#### [TASK DETAILS]
Find the string "بلوار" in the records and copy each line where it occurs.
+---+
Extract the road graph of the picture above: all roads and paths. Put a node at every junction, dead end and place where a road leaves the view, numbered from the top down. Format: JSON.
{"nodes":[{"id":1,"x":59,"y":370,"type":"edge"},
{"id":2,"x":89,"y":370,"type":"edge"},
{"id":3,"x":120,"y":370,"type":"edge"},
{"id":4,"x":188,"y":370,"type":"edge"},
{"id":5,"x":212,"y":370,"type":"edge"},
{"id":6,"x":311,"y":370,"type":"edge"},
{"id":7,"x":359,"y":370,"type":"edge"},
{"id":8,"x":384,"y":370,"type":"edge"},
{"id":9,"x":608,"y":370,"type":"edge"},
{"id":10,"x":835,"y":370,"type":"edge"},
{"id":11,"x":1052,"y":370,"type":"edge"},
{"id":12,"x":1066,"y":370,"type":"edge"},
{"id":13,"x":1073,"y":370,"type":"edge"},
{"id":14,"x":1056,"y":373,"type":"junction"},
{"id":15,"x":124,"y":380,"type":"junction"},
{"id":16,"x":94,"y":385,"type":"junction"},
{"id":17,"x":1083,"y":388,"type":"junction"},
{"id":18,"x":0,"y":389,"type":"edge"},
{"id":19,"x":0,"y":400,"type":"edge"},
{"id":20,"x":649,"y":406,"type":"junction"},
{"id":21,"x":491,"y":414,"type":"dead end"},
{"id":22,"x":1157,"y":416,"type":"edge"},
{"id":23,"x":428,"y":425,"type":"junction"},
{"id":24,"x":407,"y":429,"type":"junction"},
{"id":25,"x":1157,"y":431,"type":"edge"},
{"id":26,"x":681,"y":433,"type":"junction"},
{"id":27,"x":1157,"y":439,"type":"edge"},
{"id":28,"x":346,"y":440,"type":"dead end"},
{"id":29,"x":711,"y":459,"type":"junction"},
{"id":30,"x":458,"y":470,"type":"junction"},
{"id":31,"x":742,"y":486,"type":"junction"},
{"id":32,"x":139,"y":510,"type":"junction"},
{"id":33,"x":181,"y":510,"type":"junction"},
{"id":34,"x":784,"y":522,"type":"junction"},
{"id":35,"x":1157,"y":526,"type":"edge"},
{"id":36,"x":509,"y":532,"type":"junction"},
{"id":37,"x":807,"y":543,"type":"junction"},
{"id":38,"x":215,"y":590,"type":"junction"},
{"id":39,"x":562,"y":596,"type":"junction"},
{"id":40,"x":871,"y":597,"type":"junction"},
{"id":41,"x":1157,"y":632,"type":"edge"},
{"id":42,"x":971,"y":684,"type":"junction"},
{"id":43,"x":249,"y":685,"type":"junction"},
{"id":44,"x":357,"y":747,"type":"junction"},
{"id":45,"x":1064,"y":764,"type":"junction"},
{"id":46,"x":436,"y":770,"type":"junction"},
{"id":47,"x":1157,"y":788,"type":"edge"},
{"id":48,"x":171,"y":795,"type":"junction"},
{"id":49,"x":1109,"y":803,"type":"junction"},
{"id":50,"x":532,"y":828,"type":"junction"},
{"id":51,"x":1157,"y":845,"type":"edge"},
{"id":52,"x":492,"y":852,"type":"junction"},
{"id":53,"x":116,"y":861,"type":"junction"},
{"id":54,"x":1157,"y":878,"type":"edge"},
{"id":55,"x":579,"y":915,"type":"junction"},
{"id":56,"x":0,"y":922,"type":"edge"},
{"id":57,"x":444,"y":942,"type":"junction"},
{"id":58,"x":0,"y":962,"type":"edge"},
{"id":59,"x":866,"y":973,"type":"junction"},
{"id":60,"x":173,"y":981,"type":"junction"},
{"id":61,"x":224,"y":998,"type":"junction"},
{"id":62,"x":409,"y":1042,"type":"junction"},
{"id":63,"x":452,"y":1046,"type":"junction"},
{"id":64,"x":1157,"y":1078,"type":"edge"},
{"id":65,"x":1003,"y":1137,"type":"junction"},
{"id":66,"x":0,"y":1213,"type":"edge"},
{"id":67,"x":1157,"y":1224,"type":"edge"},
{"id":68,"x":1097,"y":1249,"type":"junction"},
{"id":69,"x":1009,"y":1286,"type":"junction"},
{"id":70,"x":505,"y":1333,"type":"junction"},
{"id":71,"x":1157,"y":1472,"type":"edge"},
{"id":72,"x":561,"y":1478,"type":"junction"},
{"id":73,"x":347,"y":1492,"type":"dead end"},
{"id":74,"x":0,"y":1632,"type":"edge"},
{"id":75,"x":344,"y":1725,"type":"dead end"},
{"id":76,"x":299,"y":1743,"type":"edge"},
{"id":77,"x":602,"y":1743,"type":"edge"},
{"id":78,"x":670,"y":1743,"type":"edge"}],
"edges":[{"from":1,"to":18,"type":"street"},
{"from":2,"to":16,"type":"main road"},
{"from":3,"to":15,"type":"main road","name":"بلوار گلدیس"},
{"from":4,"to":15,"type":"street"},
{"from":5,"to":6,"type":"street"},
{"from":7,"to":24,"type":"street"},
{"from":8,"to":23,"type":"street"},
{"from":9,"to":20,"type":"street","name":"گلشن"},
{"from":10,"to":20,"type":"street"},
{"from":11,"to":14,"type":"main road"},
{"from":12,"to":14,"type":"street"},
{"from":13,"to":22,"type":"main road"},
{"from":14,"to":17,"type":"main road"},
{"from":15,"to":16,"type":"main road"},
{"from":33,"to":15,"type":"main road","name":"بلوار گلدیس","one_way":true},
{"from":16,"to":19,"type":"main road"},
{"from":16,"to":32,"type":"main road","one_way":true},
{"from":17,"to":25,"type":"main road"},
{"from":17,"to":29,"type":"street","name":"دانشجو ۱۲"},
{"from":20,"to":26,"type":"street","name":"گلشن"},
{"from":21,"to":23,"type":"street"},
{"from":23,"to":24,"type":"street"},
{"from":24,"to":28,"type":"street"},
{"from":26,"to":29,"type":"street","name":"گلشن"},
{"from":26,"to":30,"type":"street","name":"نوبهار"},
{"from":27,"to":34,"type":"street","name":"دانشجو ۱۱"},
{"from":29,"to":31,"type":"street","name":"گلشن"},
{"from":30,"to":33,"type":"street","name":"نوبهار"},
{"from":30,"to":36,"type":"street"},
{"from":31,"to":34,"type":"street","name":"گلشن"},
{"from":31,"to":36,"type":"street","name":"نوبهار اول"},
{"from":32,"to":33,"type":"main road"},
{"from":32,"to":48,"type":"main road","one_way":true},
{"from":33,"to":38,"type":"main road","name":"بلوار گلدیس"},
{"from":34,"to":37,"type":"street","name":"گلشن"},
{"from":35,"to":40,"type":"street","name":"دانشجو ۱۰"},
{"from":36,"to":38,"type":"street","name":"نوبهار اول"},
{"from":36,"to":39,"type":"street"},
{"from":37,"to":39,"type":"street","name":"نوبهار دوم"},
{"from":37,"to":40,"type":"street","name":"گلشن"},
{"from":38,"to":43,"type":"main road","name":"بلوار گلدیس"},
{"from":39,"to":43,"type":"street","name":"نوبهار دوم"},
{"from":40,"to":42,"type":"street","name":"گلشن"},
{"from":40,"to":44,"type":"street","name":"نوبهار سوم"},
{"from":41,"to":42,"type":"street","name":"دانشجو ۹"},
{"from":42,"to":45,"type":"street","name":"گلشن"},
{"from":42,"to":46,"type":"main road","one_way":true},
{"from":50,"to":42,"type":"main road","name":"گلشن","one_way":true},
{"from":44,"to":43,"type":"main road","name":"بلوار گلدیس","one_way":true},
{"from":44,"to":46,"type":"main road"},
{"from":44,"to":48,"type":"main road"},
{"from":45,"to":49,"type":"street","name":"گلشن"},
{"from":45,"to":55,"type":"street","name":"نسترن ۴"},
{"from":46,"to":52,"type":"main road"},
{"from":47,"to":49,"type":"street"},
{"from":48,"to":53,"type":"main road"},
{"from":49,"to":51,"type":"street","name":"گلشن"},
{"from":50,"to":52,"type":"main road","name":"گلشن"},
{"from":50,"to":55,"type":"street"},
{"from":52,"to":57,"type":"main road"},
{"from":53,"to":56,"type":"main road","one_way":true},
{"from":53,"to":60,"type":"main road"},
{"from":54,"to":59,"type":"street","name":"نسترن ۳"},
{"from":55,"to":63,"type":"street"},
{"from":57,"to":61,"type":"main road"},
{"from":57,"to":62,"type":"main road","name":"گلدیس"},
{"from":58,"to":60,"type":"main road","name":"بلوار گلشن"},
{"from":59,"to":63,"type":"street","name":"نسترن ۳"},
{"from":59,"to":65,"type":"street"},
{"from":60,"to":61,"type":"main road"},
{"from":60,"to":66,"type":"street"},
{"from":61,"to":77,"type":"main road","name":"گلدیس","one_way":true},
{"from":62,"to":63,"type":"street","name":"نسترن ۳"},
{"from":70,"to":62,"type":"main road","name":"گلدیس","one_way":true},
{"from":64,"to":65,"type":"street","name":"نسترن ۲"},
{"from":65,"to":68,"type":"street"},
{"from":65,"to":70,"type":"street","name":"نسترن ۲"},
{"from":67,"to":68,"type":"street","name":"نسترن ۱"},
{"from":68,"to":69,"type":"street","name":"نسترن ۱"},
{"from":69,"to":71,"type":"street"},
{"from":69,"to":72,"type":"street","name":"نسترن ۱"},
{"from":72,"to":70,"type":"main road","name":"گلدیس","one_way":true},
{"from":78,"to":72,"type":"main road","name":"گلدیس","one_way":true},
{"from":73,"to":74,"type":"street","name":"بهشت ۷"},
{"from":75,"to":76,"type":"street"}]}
+---+
#### [TASK OUTPUT]
{"from":3,"to":15,"type":"main road","name":"بلوار گلدیس"},
{"from":33,"to":15,"type":"main road","name":"بلوار گلدیس","one_way":true},
{"from":33,"to":38,"type":"main road","name":"بلوار گلدیس"},
{"from":38,"to":43,"type":"main road","name":"بلوار گلدیس"},
{"from":44,"to":43,"type":"main road","name":"بلوار گلدیس","one_way":true},
{"from":58,"to":60,"type":"main road","name":"بلوار گلشن"},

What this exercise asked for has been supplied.